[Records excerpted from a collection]
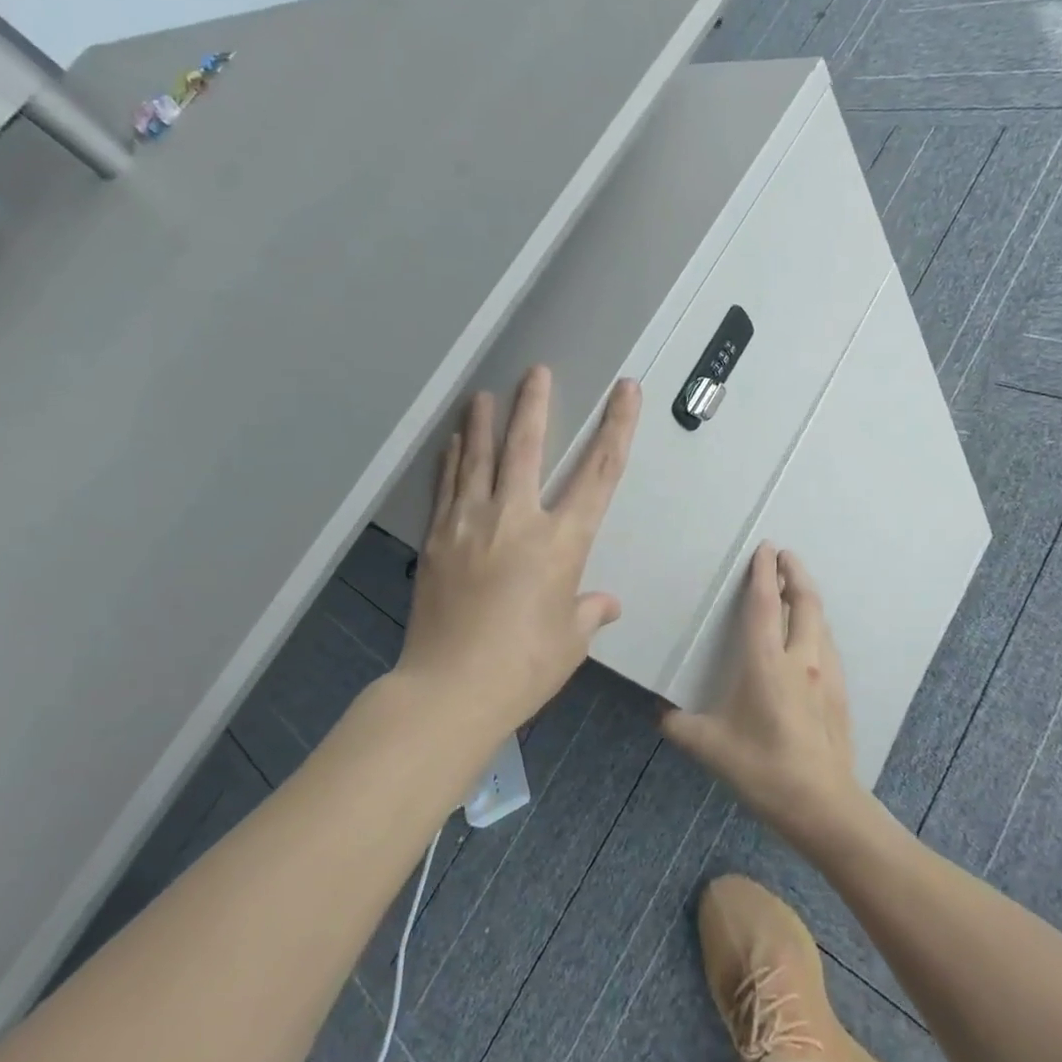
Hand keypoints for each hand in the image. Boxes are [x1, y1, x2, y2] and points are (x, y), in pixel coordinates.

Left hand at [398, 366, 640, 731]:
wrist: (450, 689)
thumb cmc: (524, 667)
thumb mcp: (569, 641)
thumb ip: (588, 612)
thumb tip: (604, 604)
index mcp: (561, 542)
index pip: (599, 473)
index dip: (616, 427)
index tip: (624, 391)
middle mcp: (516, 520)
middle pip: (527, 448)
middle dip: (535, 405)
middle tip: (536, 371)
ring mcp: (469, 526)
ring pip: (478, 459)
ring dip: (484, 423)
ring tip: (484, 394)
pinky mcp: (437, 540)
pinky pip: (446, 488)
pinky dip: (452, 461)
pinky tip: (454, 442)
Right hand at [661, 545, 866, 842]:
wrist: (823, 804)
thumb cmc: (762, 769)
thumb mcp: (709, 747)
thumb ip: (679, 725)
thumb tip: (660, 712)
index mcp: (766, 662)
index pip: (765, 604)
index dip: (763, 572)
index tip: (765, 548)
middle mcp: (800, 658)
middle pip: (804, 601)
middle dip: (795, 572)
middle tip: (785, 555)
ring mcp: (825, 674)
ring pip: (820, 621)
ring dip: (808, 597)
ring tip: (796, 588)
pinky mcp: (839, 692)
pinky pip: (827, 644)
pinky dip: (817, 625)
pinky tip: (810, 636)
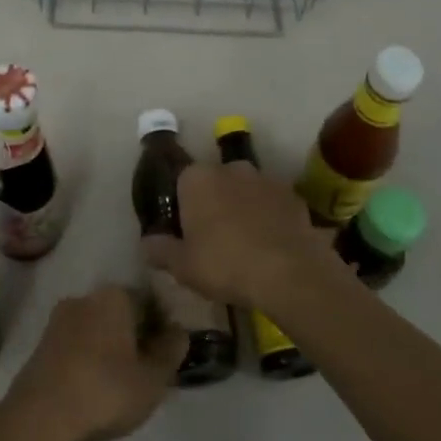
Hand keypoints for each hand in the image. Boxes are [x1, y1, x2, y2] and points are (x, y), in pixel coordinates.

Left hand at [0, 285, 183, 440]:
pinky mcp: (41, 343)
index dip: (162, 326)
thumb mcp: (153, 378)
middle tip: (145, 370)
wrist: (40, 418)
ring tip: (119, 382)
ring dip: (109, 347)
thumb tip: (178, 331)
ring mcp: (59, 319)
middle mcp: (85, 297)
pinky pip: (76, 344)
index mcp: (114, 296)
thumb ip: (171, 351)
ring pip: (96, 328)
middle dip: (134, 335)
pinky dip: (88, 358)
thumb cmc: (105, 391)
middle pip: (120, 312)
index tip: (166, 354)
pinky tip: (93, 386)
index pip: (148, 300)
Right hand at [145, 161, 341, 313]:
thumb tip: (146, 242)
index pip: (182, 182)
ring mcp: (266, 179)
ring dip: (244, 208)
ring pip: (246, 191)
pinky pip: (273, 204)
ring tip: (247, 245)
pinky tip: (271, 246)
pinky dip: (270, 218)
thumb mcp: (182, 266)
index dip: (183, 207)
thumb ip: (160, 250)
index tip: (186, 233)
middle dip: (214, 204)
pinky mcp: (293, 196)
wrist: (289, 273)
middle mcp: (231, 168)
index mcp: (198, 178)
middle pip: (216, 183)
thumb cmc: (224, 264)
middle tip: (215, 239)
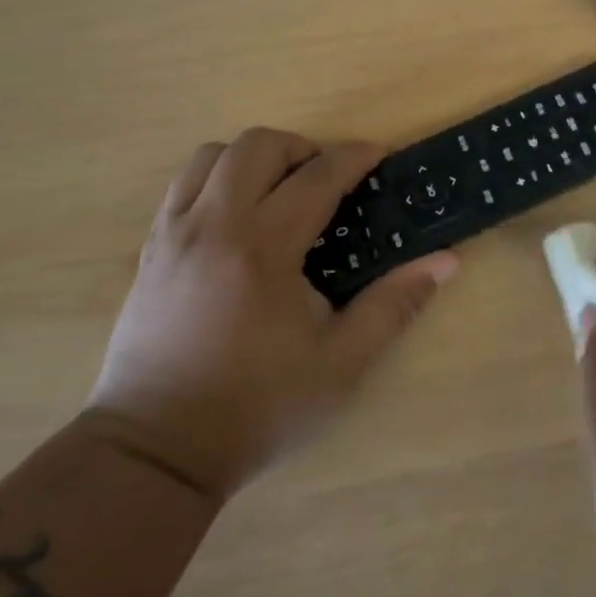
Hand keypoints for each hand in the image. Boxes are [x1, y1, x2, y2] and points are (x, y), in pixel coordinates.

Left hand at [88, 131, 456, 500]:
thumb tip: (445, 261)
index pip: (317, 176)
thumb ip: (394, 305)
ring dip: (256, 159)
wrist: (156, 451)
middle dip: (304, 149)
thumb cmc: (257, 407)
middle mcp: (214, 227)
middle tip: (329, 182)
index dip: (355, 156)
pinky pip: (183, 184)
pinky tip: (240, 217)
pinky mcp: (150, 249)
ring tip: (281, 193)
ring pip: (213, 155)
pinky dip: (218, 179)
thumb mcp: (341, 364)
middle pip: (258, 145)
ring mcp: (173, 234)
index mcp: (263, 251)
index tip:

## What is needed
Return the lines of the data above in full and exactly, with no pictures.

## Solution to the problem
Hand keypoints for each hand in the image. Boxes are [x1, y1, x2, y2] and points are (x, y), in pixel coordinates.

Left hand at [398, 366, 640, 731]:
wrist: (450, 689)
thumb cmc: (524, 667)
thumb mcp: (569, 641)
thumb ip: (588, 612)
thumb tip: (604, 604)
index mcp: (561, 542)
index pip: (599, 473)
index dip: (616, 427)
index tip: (624, 391)
middle mcp: (516, 520)
middle pip: (527, 448)
middle dip: (535, 405)
middle tip: (536, 371)
ring mcp: (469, 526)
ring pip: (478, 459)
ring dip: (484, 423)
ring tip: (484, 394)
pinky mcp: (437, 540)
pinky pip: (446, 488)
pinky dip: (452, 461)
pinky tip: (454, 442)
Right hand at [661, 545, 866, 842]:
wrist: (823, 804)
thumb cmc: (762, 769)
thumb mcp: (709, 747)
thumb ip: (679, 725)
thumb tip: (660, 712)
index mcp: (766, 662)
index pip: (765, 604)
index dip: (763, 572)
index tip: (765, 548)
middle mcp: (800, 658)
middle pip: (804, 601)
middle dip: (795, 572)
middle tip: (785, 555)
ring mcp: (825, 674)
ring pip: (820, 621)
ring dip: (808, 597)
ring tip: (796, 588)
pinky mcp: (839, 692)
pinky pip: (827, 644)
pinky dip: (817, 625)
pinky tip: (810, 636)
Hand keypoints for each hand in the image. Boxes are [x1, y1, x2, y2] and points are (x, y), in pixel coordinates.

Left hand at [0, 285, 183, 440]:
pinky mcp: (41, 343)
index dip: (162, 326)
thumb mcp: (153, 378)
middle tip: (145, 370)
wrist: (40, 418)
ring tip: (119, 382)
ring dip: (109, 347)
thumb tip: (178, 331)
ring mcp: (59, 319)
middle mcp: (85, 297)
pinky pip: (76, 344)
index mcp: (114, 296)
thumb ip: (171, 351)
ring pip: (96, 328)
middle dip: (134, 335)
pinky dip: (88, 358)
thumb cmc: (105, 391)
middle pip: (120, 312)
index tip: (166, 354)
pinky tip: (93, 386)
index pip: (148, 300)
Right hand at [145, 161, 341, 313]:
thumb tip: (146, 242)
index pip: (182, 182)
ring mcp: (266, 179)
ring dip: (244, 208)
ring pip: (246, 191)
pinky pip: (273, 204)
ring tip: (247, 245)
pinky tip: (271, 246)
pinky dip: (270, 218)
thumb mcp: (182, 266)
index dip: (183, 207)
thumb ip: (160, 250)
index tip: (186, 233)
middle dip: (214, 204)
pinky mcp: (293, 196)
wrist: (289, 273)
middle mcp: (231, 168)
index mcp: (198, 178)
middle pip: (216, 183)
thumb cmc: (224, 264)
middle tip: (215, 239)
Hand keypoints for each hand in the image. Boxes are [x1, y1, x2, y2] and points are (x, y), in pixel coordinates.

Left hand at [88, 131, 456, 500]:
thumb tip: (445, 261)
index pip: (317, 176)
thumb ip: (394, 305)
ring dip: (256, 159)
wrist: (156, 451)
middle dip: (304, 149)
thumb cmc: (257, 407)
middle mcp: (214, 227)
middle tip: (329, 182)
index dip: (355, 156)
pinky pip: (183, 184)
pinky tip: (240, 217)
pinky mcp: (150, 249)
ring tip: (281, 193)
ring pip: (213, 155)
pinky dip: (218, 179)
thumb mcp: (341, 364)
middle pip: (258, 145)
ring mcp: (173, 234)
index mcp: (263, 251)
index tip:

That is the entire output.